Twelve vessels were ordered on 2 February 1917 from two shipyards, Polson Iron Works of Toronto and Canadian Vickers of Montreal. Two of those contracts awarded to Canadian Vickers were subcontracted to Kingston Shipbuilding of Kingston, Ontario. Those vessels retained the same design as those built in Montreal. Those ships constructed using the Canadian Vickers design displaced 357 LT and were 130 ft long overall with a beam of 25 ft and a draught of 13 ft. The vessels were propelled by a steam-powered triple expansion engine driving one shaft creating 480 ihp giving the vessels a maximum speed of 10 kn.

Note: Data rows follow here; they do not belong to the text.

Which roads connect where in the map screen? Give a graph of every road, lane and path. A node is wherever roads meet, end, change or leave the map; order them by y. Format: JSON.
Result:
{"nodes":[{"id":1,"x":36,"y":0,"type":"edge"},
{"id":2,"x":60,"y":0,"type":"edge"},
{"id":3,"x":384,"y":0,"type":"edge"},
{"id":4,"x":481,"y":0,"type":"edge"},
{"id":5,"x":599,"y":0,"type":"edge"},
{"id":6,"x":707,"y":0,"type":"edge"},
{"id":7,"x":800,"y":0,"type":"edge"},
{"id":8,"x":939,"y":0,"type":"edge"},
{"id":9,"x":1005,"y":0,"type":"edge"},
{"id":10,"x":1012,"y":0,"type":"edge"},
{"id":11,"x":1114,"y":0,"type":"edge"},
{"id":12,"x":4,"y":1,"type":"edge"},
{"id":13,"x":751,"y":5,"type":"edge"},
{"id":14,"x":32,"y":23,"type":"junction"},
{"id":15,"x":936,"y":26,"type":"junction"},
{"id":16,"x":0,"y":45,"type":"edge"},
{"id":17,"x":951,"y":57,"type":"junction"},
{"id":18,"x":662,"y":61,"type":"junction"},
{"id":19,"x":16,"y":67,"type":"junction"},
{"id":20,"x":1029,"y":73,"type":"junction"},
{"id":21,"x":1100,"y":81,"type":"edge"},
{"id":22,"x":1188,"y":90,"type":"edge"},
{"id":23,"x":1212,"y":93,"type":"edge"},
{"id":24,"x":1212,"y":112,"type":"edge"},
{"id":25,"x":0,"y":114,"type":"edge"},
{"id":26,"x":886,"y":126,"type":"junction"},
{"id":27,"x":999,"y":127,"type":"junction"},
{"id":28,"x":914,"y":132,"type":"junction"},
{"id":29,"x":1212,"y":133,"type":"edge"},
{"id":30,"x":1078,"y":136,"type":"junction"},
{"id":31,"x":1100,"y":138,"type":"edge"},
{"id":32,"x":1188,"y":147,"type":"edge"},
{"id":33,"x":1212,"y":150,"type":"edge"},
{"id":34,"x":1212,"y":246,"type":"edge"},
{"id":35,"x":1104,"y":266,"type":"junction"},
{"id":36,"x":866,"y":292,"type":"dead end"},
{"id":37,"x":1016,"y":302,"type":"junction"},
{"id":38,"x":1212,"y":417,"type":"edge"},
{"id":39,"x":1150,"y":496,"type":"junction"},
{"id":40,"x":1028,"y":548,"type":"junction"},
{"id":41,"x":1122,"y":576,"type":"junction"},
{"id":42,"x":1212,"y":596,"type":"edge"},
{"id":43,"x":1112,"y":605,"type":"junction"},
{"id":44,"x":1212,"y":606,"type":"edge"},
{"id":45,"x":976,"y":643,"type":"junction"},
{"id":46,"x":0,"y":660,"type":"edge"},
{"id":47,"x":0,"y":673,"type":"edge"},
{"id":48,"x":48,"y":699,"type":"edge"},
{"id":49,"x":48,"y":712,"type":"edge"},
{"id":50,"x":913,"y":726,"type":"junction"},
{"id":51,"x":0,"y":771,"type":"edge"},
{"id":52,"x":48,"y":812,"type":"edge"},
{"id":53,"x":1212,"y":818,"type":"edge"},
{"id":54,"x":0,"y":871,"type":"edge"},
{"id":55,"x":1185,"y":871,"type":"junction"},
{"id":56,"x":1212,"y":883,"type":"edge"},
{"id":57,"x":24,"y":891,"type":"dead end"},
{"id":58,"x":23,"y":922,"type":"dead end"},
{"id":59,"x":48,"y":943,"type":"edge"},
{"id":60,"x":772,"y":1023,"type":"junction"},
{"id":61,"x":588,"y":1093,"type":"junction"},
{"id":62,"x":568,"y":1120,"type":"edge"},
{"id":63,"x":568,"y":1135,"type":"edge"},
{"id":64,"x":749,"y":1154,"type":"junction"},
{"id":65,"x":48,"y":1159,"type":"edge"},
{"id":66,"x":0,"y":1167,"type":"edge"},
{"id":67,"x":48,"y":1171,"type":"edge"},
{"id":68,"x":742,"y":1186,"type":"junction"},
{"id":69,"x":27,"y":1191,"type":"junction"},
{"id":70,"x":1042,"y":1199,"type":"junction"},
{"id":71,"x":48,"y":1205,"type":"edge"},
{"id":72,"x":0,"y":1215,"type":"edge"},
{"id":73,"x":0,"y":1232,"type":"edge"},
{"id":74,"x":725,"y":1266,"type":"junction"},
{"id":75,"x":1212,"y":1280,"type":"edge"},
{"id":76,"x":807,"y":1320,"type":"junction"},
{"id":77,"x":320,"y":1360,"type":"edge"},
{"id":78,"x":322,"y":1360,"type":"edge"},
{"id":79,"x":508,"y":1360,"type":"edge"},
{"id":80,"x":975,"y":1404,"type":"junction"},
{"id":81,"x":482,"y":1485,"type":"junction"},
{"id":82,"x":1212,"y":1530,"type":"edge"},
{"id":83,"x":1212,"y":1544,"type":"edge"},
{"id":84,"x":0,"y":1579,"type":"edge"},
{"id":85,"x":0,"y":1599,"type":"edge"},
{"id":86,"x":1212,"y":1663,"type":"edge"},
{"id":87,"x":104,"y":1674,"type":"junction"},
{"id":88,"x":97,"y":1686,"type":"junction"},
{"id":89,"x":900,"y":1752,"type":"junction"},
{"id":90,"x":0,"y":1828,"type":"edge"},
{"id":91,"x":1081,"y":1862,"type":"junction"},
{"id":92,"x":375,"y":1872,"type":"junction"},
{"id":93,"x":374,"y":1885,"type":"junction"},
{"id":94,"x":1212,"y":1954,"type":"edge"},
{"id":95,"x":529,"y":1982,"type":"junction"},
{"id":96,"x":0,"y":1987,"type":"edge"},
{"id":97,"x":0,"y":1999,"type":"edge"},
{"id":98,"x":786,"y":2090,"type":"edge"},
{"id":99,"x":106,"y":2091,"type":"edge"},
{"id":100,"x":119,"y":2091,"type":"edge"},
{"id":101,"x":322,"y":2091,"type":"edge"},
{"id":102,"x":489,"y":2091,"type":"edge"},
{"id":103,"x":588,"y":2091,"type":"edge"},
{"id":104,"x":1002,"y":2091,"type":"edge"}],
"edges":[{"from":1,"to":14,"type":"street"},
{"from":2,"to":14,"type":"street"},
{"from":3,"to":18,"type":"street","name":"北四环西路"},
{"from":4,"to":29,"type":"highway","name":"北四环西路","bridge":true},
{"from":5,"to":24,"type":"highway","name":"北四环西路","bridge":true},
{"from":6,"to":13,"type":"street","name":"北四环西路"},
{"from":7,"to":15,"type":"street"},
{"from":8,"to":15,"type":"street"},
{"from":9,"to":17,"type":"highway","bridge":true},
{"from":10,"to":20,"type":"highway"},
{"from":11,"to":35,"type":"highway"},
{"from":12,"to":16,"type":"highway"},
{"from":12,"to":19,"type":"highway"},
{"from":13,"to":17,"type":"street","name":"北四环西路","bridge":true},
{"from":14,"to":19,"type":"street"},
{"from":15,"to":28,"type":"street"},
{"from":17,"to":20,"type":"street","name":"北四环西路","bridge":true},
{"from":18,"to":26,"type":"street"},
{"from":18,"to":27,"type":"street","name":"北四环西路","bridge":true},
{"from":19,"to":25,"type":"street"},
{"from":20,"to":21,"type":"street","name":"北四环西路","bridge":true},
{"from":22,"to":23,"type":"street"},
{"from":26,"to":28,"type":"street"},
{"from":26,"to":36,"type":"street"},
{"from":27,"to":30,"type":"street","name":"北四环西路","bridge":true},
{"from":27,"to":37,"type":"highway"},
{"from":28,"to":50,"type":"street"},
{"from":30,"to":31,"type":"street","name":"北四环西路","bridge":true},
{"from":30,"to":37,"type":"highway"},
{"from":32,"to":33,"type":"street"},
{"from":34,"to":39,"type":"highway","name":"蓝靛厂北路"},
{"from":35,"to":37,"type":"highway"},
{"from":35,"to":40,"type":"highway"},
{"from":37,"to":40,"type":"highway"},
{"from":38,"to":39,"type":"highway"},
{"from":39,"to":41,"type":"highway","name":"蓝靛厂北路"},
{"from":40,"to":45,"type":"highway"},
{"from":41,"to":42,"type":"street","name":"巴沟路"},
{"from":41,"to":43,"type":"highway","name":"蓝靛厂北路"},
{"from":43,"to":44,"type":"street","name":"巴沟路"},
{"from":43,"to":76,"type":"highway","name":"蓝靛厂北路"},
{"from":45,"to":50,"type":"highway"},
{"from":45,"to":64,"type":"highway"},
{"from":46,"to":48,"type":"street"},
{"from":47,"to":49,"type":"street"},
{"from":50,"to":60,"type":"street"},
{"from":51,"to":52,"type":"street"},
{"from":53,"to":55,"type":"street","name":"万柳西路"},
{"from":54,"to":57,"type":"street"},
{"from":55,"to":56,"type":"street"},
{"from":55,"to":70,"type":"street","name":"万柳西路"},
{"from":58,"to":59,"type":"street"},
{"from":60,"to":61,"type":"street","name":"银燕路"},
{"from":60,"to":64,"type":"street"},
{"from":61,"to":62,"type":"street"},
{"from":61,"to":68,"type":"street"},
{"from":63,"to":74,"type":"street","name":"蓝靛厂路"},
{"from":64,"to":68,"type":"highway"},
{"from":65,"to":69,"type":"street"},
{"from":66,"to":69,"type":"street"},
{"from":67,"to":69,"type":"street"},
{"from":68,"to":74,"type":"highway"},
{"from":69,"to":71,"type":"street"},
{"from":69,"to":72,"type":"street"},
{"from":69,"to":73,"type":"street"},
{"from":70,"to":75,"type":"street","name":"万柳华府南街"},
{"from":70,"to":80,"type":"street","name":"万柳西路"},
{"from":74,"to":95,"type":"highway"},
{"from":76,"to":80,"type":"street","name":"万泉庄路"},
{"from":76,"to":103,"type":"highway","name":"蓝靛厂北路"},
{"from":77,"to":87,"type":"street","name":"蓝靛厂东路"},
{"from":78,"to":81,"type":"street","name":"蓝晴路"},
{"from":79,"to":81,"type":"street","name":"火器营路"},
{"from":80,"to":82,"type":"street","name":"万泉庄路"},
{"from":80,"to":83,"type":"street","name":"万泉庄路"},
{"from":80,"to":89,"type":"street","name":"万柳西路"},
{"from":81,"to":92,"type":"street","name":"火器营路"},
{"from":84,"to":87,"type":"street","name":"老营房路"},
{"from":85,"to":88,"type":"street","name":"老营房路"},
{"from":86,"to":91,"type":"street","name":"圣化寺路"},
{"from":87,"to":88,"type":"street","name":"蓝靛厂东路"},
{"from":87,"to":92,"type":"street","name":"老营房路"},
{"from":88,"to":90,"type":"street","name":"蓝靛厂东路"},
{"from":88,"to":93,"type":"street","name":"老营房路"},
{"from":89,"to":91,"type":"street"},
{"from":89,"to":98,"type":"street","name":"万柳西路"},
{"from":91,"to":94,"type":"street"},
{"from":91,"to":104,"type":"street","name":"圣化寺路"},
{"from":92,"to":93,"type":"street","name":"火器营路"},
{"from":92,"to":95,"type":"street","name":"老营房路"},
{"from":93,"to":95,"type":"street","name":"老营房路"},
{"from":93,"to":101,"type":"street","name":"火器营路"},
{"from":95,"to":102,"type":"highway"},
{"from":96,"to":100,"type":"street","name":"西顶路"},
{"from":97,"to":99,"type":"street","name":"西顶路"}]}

All twelve trawlers were equipped with a QF 12-pounder 12 cwt naval gun mounted forward. This was considered to be the smallest gun that stood a chance of putting a surfaced U-boat out of action, and they also carried a small number of depth charges. The trawlers were named after battles of the Western Front during the First World War that Canadians had been involved in. They cost between $155,000 and $160,000 per vessel.

==Service history==
Named after the Battle of Loos, the ship was constructed by Kingston Shipbuilding at Kingston, Ontario and launched on 27 September 1917. Intended for use during the 1917 shipping season, the construction of the vessels was delayed by the entry of the United States into the war. With higher wages found south of the border, a shortage of skilled labour developed in the shipyards, coupled with a shortage of construction material. The six vessels ordered from Canadian Vickers were delayed further by difficulty in providing engines for the trawlers. The hulls had been finished during Summer 1917. However, the engines did not arrive until the fall. Loos was
commissioned on 1 August 1918.

Loos sailed to the east coast where for the 1918 shipping season, all the Battle-class trawlers were assigned to patrol and escort duties based out of Sydney, Nova Scotia. The trawler performed these duties until the end of the war, and remained in service until 1920, when she was paid off by the RCN. The Department of Marine and Fisheries took over the vessel and converted Loos to a lighthouse supply and buoy vessel in 1922. In the late 1930s, the vessel was sold out of government service to Marine Industries. However, the RCN reacquired the vessel on 12 December 1940. The former trawler was converted to a gate vessel and re-designated Gate Vessel 14 and deployed at Shelburne, Nova Scotia. Following the war, the ship was returned to Marine Industries and broken up in 1949.